◆ **Exercise instructions**:
Filter the records for "Drive" and keep each line that has it.

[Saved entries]

········

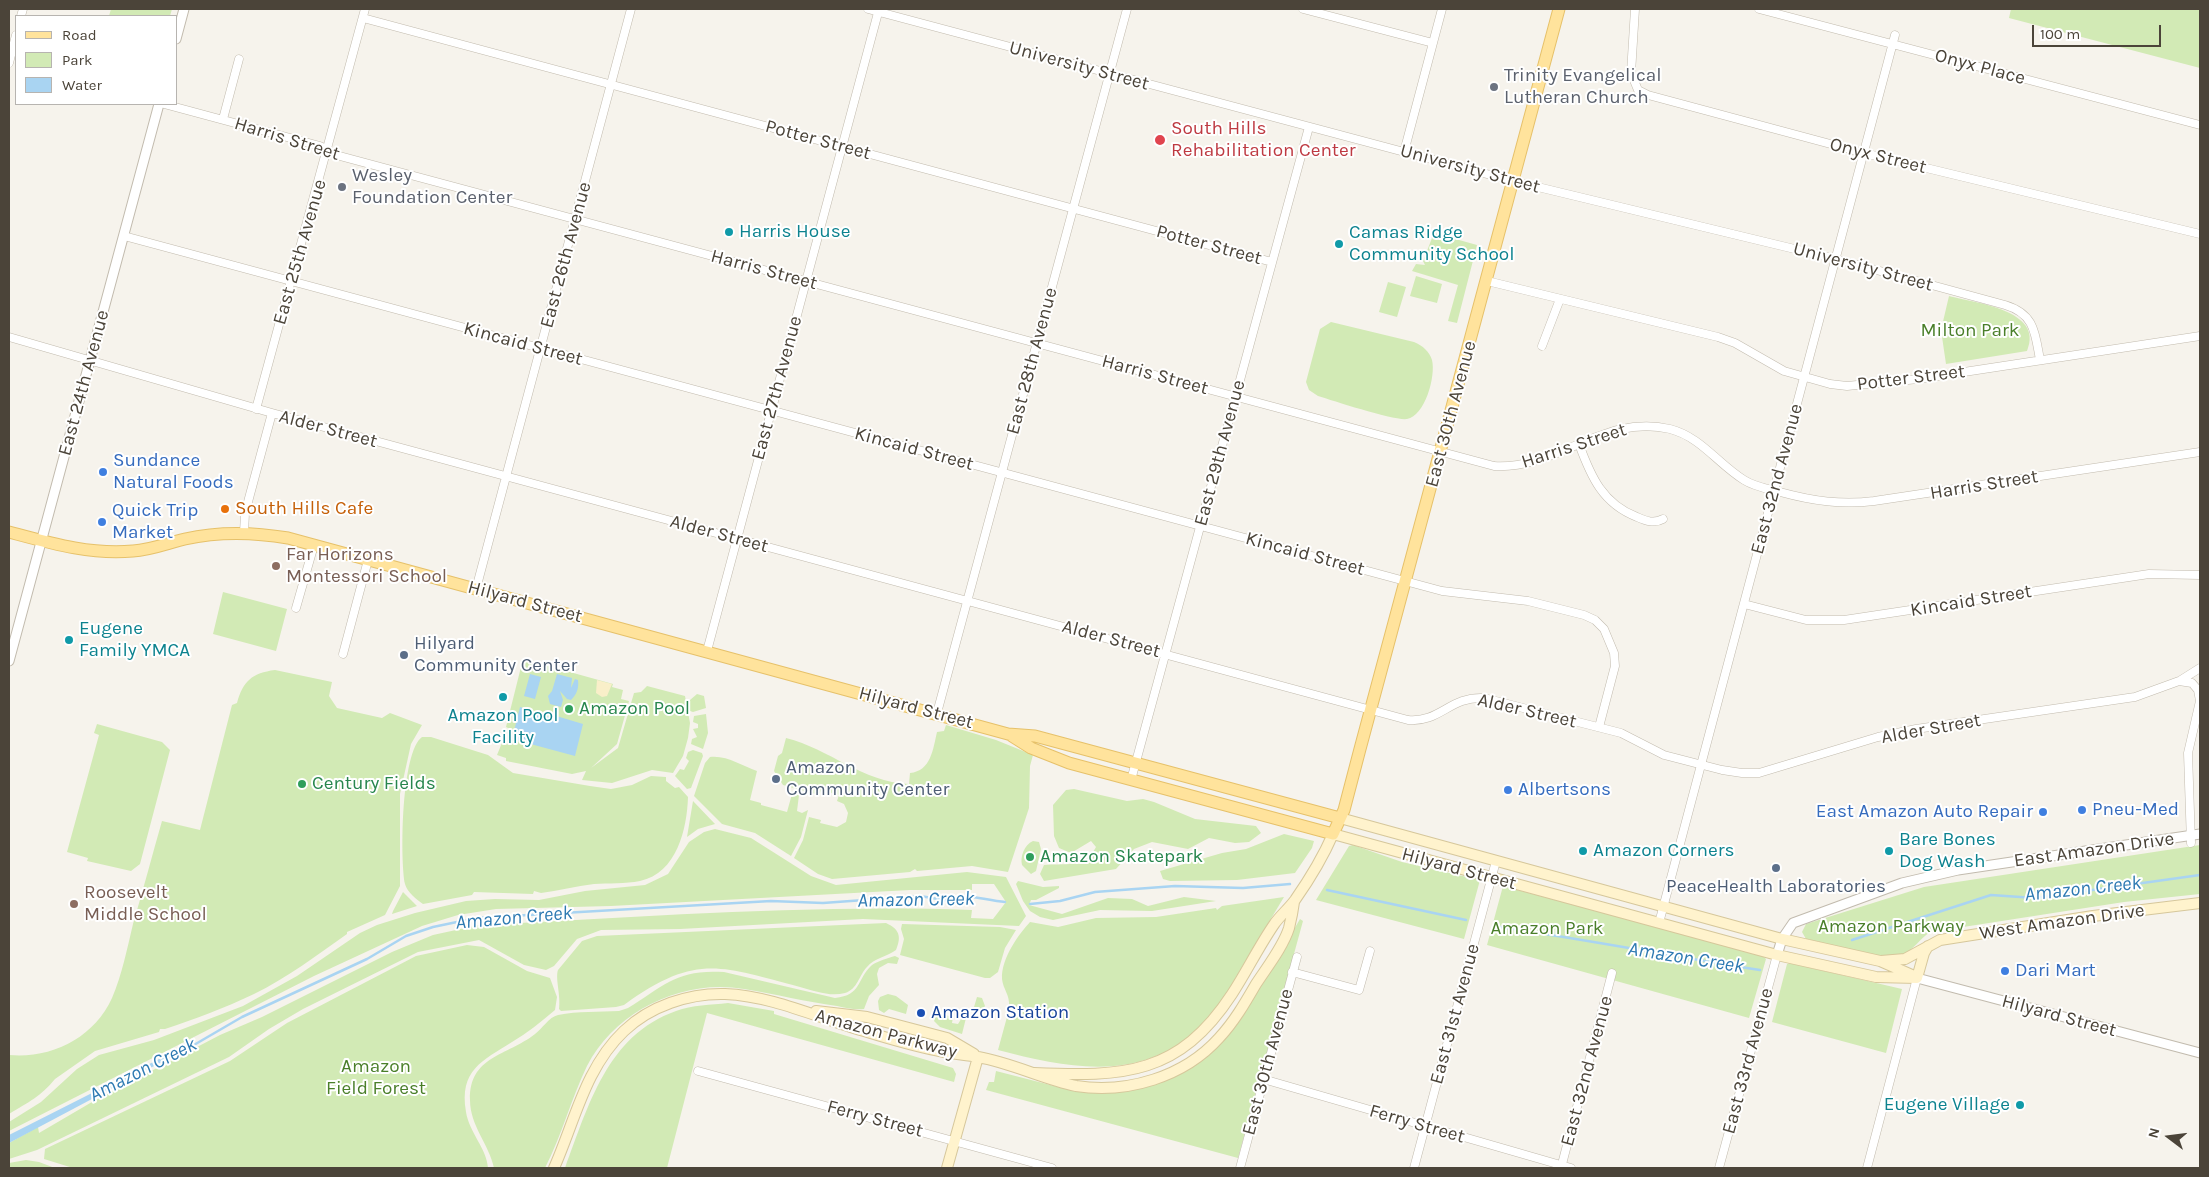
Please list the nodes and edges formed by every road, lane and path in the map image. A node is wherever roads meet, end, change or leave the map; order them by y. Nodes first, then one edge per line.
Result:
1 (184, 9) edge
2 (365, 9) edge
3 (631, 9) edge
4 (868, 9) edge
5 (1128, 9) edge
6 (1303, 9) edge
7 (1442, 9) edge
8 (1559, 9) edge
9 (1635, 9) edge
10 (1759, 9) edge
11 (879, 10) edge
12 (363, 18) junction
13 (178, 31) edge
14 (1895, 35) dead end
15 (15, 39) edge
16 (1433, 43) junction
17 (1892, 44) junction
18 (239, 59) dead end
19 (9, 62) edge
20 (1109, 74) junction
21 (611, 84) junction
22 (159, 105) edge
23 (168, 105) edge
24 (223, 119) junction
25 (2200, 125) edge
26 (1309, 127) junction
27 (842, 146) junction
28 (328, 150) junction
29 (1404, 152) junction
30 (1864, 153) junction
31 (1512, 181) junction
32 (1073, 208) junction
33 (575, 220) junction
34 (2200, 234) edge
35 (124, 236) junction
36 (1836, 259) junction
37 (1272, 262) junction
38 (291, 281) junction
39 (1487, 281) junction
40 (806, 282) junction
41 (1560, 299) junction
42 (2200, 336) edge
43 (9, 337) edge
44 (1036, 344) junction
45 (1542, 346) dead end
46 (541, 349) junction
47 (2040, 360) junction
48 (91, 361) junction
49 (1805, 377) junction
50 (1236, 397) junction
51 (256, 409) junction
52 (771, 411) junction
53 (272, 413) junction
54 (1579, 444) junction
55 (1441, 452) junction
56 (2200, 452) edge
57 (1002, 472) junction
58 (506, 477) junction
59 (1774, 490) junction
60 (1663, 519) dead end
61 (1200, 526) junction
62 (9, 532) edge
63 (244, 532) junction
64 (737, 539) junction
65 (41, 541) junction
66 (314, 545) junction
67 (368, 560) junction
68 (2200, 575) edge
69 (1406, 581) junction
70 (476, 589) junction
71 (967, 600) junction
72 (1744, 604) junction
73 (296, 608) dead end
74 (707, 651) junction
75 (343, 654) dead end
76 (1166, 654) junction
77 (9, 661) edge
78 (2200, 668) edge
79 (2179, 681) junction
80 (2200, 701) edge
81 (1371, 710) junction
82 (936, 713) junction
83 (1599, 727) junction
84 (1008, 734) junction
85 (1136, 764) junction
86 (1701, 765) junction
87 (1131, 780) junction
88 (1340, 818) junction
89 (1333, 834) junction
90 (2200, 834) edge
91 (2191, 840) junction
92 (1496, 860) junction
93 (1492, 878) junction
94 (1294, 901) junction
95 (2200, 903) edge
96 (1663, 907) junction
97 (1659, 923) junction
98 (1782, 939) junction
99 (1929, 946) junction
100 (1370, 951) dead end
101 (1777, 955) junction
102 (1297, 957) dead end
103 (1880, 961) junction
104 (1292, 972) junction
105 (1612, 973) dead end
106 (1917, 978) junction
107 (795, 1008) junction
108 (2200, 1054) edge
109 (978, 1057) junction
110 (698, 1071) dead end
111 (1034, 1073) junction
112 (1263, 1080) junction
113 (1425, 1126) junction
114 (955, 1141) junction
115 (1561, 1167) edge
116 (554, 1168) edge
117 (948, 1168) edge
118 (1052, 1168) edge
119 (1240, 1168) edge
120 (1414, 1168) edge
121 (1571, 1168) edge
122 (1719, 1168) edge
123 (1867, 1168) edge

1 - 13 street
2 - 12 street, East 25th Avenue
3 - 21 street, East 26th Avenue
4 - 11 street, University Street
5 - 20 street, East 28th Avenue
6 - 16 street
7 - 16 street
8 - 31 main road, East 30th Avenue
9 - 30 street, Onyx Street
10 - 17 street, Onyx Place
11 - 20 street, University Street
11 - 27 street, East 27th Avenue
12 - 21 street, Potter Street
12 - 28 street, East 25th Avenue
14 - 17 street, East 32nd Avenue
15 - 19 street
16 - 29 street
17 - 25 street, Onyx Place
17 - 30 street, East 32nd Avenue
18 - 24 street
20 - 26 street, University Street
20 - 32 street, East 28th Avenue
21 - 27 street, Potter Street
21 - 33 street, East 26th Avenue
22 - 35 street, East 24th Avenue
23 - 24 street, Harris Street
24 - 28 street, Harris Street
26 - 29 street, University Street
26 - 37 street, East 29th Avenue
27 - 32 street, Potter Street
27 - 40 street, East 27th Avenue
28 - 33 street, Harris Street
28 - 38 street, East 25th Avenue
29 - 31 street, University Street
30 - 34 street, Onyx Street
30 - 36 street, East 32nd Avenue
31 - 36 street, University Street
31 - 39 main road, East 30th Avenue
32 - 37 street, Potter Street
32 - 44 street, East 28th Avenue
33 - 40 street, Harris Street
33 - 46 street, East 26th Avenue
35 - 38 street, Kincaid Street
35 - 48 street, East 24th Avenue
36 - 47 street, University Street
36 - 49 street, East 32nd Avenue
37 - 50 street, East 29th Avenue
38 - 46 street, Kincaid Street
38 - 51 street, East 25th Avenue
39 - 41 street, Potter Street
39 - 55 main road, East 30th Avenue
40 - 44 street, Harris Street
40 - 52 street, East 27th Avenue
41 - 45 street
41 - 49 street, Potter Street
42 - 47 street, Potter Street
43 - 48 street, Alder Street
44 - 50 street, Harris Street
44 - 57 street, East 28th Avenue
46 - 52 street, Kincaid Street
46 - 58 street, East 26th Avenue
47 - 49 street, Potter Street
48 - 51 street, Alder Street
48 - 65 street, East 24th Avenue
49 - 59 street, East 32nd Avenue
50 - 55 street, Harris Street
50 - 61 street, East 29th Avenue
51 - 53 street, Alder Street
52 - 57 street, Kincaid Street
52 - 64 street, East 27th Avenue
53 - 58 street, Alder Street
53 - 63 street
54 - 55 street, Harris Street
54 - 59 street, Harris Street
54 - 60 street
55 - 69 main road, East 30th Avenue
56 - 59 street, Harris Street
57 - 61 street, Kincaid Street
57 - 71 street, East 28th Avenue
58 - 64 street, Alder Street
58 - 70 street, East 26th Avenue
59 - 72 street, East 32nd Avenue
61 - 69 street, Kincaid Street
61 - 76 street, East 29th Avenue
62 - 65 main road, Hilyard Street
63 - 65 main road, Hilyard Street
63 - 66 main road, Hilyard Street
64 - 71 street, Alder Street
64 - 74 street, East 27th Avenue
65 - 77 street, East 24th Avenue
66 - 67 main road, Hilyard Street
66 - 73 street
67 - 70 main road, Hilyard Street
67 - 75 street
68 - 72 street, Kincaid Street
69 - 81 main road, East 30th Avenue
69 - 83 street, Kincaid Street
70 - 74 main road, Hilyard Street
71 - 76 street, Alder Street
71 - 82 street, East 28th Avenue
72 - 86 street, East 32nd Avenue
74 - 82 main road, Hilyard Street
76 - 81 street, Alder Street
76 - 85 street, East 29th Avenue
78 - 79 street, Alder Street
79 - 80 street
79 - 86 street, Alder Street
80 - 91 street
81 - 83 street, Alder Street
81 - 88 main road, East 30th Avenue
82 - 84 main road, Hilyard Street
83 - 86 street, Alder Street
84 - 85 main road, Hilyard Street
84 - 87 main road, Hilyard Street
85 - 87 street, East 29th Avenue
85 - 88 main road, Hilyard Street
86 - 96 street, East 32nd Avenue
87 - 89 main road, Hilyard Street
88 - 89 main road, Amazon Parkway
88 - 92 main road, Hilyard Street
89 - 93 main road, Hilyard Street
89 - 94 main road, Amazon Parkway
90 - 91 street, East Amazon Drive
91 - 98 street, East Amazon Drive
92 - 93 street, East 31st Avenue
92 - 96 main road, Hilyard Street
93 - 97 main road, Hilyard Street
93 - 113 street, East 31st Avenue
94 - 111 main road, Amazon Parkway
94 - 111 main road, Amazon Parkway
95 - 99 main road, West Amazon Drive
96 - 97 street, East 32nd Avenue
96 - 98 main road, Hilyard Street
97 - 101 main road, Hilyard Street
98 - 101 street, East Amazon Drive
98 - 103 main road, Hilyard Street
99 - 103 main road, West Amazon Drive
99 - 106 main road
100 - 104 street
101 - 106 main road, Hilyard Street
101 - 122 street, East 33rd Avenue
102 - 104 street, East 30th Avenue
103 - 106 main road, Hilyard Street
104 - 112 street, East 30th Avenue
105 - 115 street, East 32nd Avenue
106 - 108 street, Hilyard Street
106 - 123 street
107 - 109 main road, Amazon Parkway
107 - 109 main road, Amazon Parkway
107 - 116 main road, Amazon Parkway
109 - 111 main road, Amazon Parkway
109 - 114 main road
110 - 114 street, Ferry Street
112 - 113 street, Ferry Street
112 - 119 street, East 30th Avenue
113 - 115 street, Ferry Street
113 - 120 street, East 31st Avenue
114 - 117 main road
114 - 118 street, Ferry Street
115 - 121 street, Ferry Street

········

◆ **Task output**:
90 - 91 street, East Amazon Drive
91 - 98 street, East Amazon Drive
95 - 99 main road, West Amazon Drive
98 - 101 street, East Amazon Drive
99 - 103 main road, West Amazon Drive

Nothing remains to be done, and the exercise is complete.